> _The task_:
Determine how many lines in the entries below hold "Marginal". Respond with that number only.

[Items from a data source]
******************************
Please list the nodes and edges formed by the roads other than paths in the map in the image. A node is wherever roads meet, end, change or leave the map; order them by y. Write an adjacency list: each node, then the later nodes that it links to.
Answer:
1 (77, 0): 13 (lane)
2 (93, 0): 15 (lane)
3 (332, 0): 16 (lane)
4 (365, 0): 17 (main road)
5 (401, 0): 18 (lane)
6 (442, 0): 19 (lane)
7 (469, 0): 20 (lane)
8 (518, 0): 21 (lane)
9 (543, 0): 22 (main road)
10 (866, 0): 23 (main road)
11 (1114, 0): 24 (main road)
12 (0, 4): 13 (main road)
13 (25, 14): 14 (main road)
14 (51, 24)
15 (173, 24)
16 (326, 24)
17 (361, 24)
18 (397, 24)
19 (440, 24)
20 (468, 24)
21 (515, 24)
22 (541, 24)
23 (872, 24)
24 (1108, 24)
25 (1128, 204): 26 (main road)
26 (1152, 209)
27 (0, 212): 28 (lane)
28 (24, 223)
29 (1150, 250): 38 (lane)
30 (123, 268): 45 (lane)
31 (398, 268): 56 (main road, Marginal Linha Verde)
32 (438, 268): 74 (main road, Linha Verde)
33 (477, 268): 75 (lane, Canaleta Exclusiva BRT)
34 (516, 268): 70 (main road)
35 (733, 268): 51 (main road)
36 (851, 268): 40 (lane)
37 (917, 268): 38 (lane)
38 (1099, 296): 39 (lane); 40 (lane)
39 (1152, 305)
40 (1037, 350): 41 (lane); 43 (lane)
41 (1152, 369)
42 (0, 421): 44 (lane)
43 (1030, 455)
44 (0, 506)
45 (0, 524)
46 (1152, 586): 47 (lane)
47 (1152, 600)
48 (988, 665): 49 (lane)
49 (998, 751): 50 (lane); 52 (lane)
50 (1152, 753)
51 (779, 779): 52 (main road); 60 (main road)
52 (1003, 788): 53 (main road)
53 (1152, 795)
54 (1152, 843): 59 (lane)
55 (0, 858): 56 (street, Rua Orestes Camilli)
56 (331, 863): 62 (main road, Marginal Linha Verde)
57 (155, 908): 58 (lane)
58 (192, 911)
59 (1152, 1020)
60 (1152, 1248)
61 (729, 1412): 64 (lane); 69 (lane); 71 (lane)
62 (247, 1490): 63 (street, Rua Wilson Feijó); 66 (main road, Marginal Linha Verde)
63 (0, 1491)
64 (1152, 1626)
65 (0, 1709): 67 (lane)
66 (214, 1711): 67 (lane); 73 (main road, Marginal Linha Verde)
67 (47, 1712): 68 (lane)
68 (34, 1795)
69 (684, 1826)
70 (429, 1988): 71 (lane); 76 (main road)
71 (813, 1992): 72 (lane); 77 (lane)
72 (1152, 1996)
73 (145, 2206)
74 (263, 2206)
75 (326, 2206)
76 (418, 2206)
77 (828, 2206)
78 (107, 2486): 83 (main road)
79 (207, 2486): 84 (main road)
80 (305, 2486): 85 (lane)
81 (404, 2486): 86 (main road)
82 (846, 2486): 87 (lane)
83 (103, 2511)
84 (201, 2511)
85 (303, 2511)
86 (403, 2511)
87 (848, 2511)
******************************
> _Output for this exercise_:
4